Jamie: Brian Smith has become our go-to artist for cover art. Honestly we give him little to no direction and somehow he comes up with these covers that fit perfectly. Ecdysis and Anareta were his own concepts, whereas Idol and our upcoming album cover were chosen by us from a catalog of his work. We love working with him and agree that there is an incredible unity between his work and our sound.
You guys signed with Season of Mist, who released Idol. What does it mean for the band to have the support of one of the top labels within the world of extreme metal?
Jamie: It opens up doors that would normally be closed and really just puts greater resources at your disposal. We have had a great time with Season and the next album will be with them as well.
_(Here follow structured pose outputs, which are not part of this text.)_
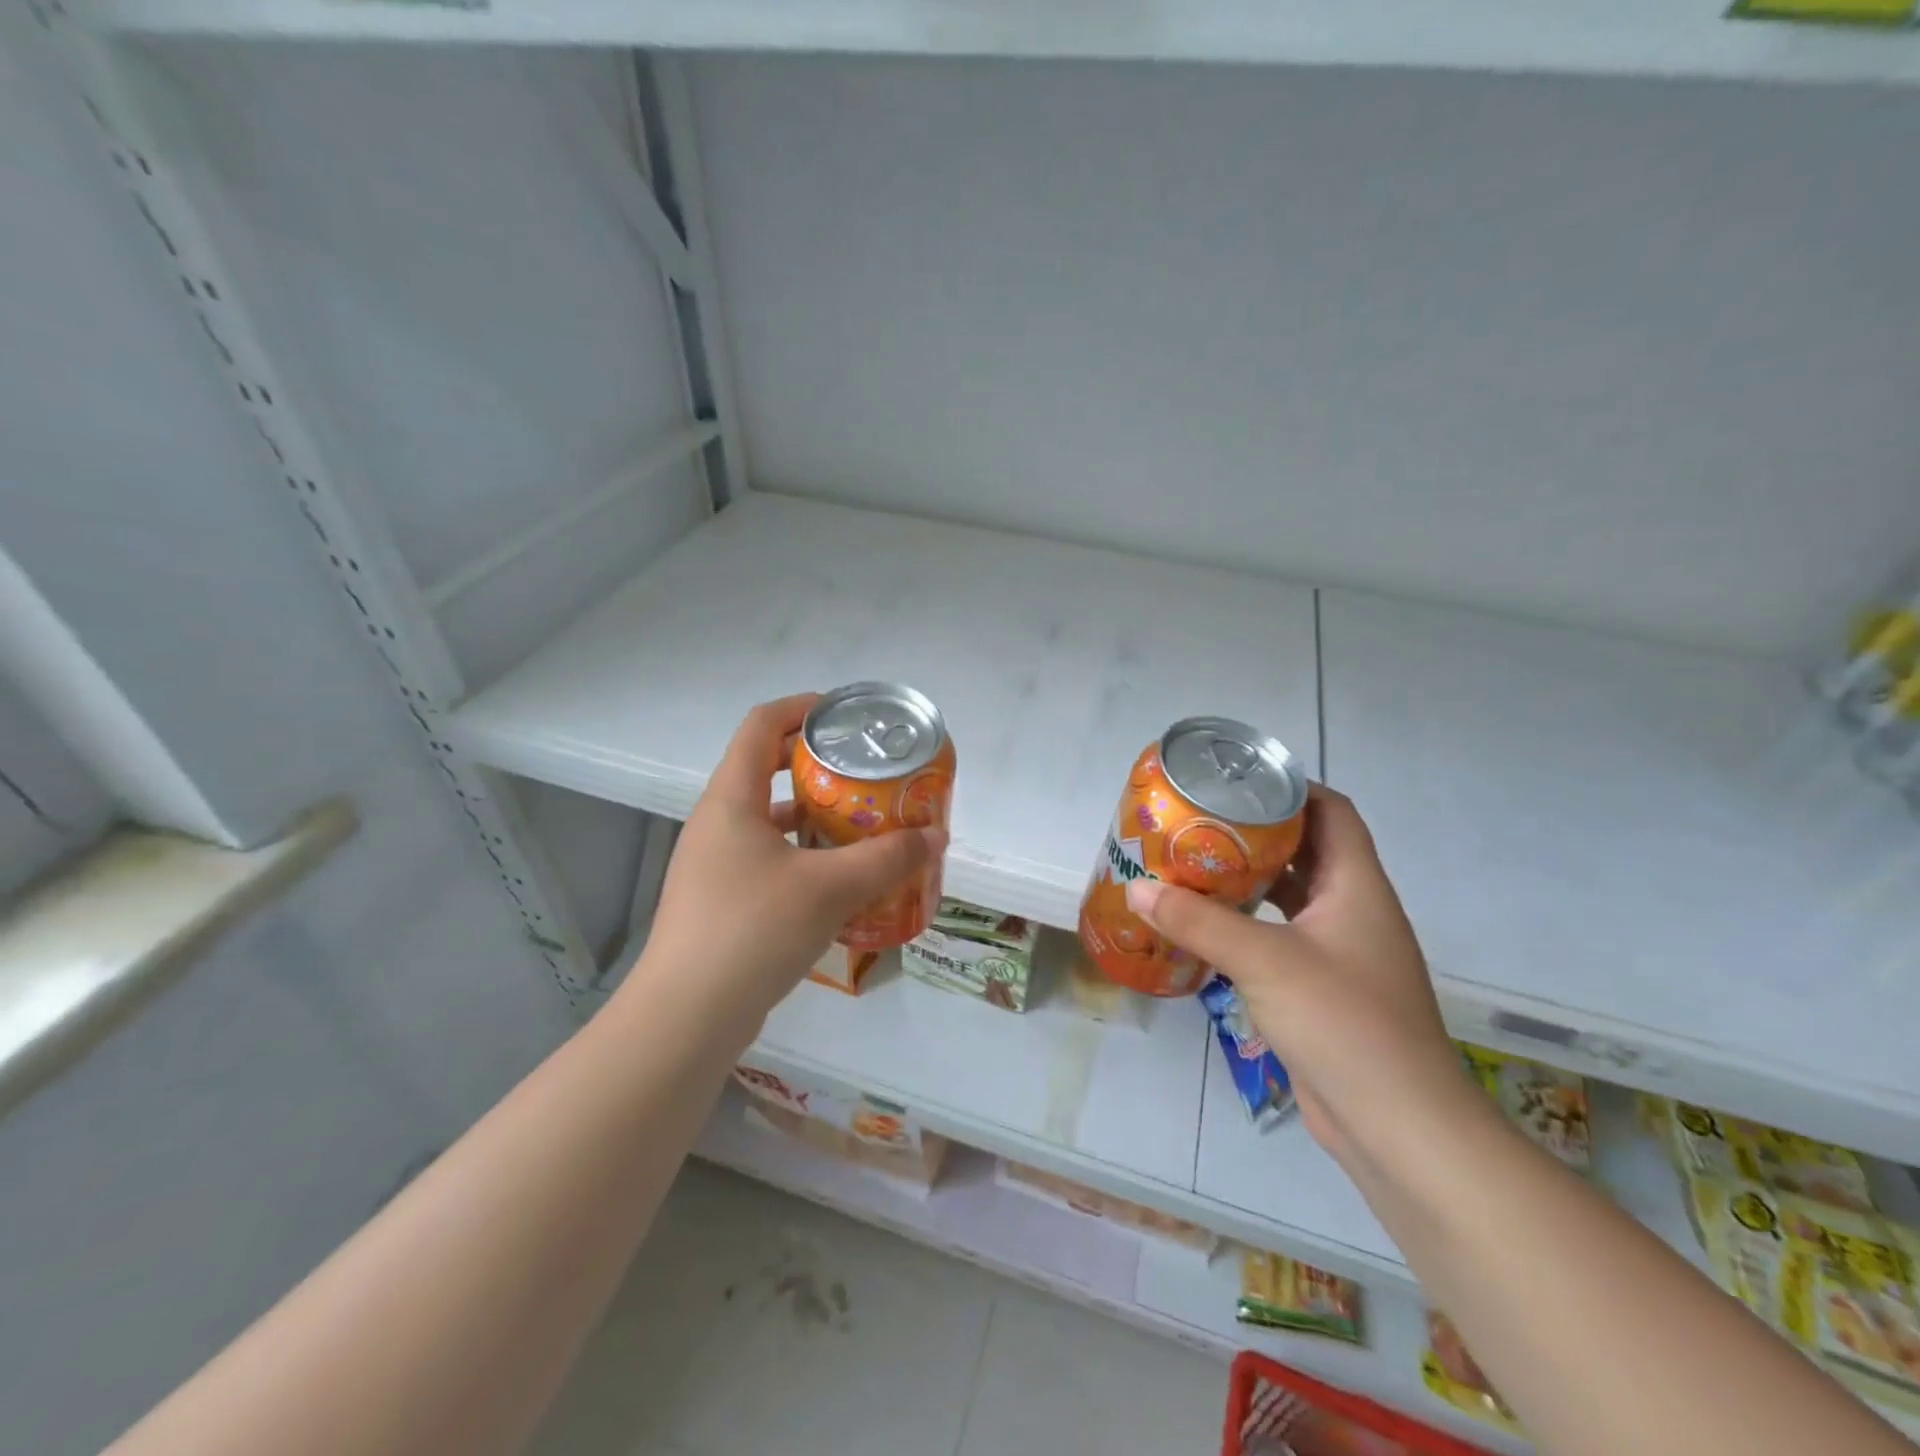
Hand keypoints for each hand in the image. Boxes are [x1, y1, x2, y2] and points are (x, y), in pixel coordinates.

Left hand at [618, 694, 946, 1039]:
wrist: (686, 1017)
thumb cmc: (753, 931)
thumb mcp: (829, 889)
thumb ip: (886, 859)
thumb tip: (936, 837)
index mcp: (731, 800)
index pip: (761, 725)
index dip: (803, 708)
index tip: (846, 715)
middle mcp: (718, 823)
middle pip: (766, 768)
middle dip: (818, 765)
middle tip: (866, 773)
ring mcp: (715, 863)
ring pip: (770, 819)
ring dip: (814, 815)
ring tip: (862, 823)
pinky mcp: (722, 900)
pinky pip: (768, 858)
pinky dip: (804, 855)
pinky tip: (839, 880)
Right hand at [1122, 784, 1475, 1166]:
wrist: (1400, 1127)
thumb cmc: (1344, 1024)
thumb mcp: (1265, 962)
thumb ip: (1199, 921)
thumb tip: (1137, 888)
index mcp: (1357, 886)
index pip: (1332, 812)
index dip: (1291, 787)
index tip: (1236, 780)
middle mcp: (1353, 910)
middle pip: (1307, 849)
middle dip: (1256, 831)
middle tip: (1199, 820)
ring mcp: (1341, 952)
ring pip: (1292, 895)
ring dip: (1249, 878)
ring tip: (1193, 864)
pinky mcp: (1323, 988)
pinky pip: (1281, 936)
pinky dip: (1248, 923)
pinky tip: (1207, 926)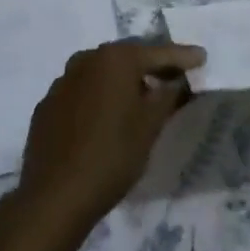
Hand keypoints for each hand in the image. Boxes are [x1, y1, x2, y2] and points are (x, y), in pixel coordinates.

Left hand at [10, 39, 204, 242]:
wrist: (55, 197)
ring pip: (102, 73)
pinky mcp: (48, 105)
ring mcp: (63, 81)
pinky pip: (82, 92)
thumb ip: (169, 95)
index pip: (158, 53)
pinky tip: (106, 117)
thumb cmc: (112, 155)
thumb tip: (179, 79)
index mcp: (115, 59)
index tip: (201, 57)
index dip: (183, 57)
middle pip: (128, 57)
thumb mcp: (150, 125)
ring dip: (123, 80)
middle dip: (152, 65)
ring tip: (141, 97)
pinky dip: (99, 97)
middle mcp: (87, 60)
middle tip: (174, 77)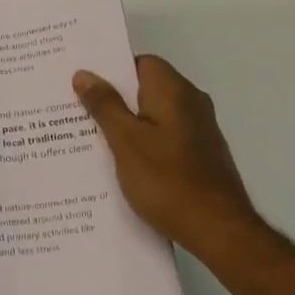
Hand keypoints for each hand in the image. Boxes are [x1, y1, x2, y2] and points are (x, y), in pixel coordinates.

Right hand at [73, 56, 263, 251]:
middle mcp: (191, 103)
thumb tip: (85, 74)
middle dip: (113, 98)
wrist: (219, 232)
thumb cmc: (167, 181)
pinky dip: (142, 144)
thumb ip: (105, 105)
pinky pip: (164, 138)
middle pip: (146, 88)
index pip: (140, 63)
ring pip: (153, 115)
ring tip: (89, 138)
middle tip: (75, 109)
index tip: (82, 83)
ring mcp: (199, 131)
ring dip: (126, 124)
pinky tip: (120, 164)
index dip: (111, 70)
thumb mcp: (125, 141)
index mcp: (174, 91)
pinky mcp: (200, 156)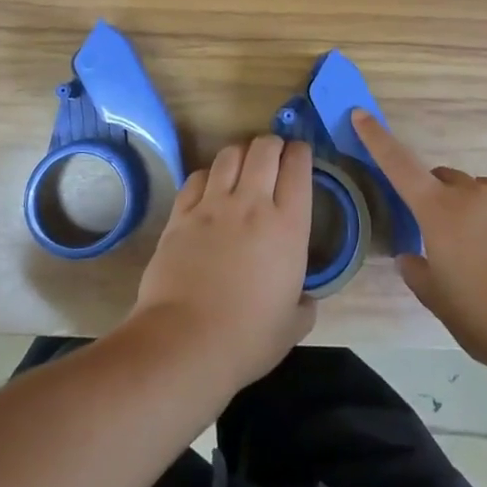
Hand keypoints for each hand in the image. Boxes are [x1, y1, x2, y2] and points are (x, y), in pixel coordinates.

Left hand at [130, 134, 316, 393]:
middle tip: (274, 156)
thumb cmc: (248, 338)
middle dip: (272, 144)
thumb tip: (305, 299)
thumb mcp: (292, 326)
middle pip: (264, 148)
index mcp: (288, 226)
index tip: (301, 155)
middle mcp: (252, 204)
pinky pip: (198, 177)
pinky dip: (208, 175)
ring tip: (243, 166)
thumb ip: (304, 305)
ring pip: (230, 154)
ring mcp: (213, 205)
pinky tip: (210, 187)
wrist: (186, 342)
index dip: (301, 152)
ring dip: (241, 154)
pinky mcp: (181, 214)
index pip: (298, 167)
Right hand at [354, 111, 486, 368]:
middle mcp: (475, 194)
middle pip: (448, 179)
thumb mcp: (440, 303)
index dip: (377, 138)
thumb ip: (418, 273)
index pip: (399, 165)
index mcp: (439, 212)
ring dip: (482, 212)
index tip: (361, 114)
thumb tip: (410, 257)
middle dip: (442, 198)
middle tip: (450, 237)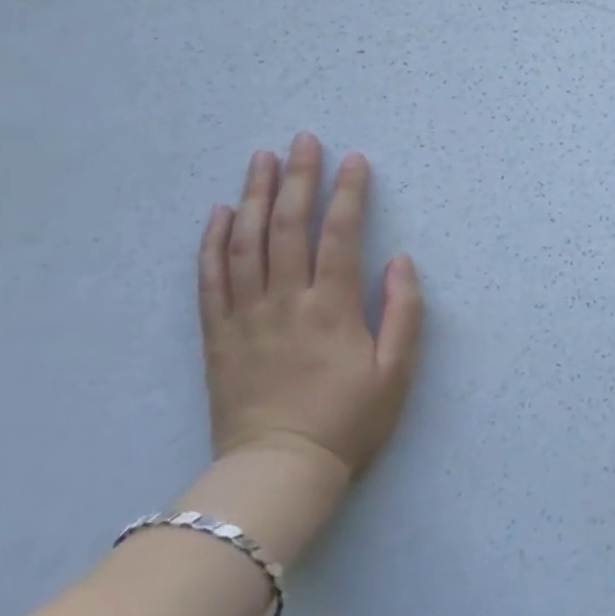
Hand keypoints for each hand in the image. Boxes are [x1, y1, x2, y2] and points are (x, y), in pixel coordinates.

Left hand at [198, 136, 423, 484]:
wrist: (278, 474)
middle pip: (289, 227)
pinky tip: (221, 212)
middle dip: (298, 178)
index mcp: (332, 309)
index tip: (354, 160)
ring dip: (255, 196)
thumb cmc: (348, 422)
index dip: (348, 193)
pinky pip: (210, 280)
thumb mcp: (396, 373)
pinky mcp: (218, 336)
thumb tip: (400, 260)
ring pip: (247, 243)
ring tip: (261, 159)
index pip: (341, 235)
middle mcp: (286, 302)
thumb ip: (404, 313)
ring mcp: (246, 317)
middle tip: (303, 140)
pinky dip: (214, 242)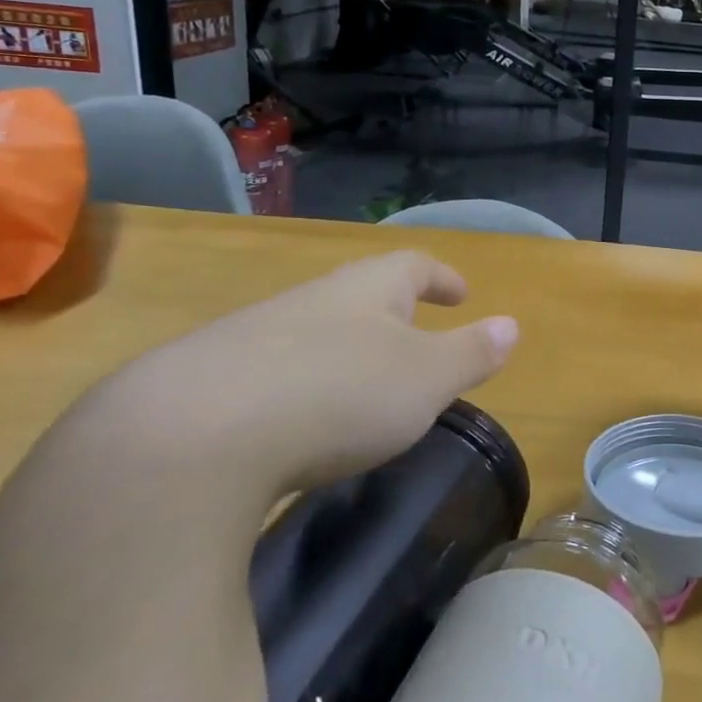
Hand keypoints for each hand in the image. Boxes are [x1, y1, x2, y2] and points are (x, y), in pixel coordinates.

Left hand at [62, 252, 518, 513]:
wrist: (190, 435)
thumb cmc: (339, 394)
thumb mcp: (426, 379)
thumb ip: (471, 352)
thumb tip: (511, 326)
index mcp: (367, 290)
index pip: (413, 265)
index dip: (440, 278)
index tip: (460, 294)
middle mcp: (310, 300)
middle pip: (359, 293)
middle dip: (390, 313)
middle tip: (413, 340)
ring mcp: (251, 336)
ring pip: (311, 331)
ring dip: (341, 350)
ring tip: (358, 386)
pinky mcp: (204, 381)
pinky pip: (267, 371)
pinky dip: (295, 385)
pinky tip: (293, 423)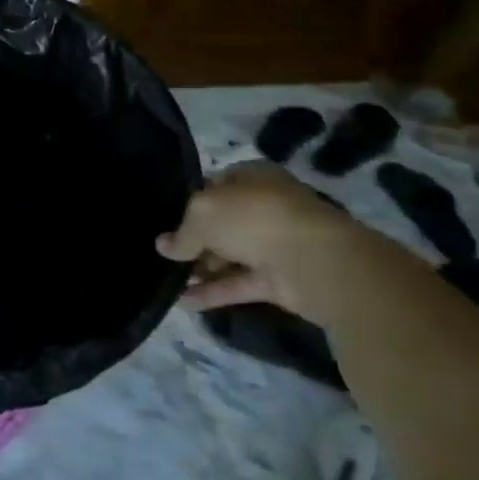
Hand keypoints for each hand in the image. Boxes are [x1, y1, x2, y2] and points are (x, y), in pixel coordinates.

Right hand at [155, 161, 357, 320]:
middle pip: (222, 223)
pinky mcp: (280, 280)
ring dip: (201, 269)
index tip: (166, 219)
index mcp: (252, 178)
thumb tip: (164, 246)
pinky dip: (214, 293)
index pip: (215, 185)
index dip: (189, 201)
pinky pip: (239, 284)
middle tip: (164, 255)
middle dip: (194, 239)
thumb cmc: (254, 219)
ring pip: (230, 255)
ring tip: (167, 280)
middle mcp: (265, 208)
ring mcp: (274, 245)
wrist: (314, 262)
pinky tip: (184, 302)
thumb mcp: (202, 213)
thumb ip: (182, 232)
That said, we love Matt Calvert and Dark Descent too – we are still close and had a great experience with his label.
With COVID hitting everyone hard but the music industry particularly heavily, how has the pandemic affected you guys? What has it been like from a band perspective adjusting to a new world seemingly overnight? Those first days of the pandemic when everything was initially getting cancelled was a real feeling of having the rug pulled out from under you from a fan’s perspective so I can’t imagine what it has been like from the band’s perspective.
Jamie: Truthfully the pandemic has been pretty tough for the band. We started recording our upcoming album toward the end of 2019, but once the pandemic hit, we didn’t see Damian for an entire year. We finally got back together probably in early 2021 to re-start writing and recording, so this huge gap in time has delayed our album significantly (not to mention the post-pandemic vinyl backups that will now add 4-5 months on top of the usual wait times). Because of this, our album which is currently being mixed by Damian will not be released until 2023, and I would guess late 2020/early 2021 is when it would have come out in a pandemic-free alternate reality. That is a very depressing prospect honestly – it feels like our music lives have been put on hold, and as we get older and time passes, we worry that this will put a damper on the band’s future.
What’s next for Horrendous? What are your goals for the next few years of the band?
Jamie: The new album is our focus right now – we hope to turn it into the label in the next few months, for a release sometime in the first half of 2023 (fingers crossed). We also intend to do more serious touring on it, and hopefully in new places like Europe. Time will tell…
Picture at top: Album cover for Idol.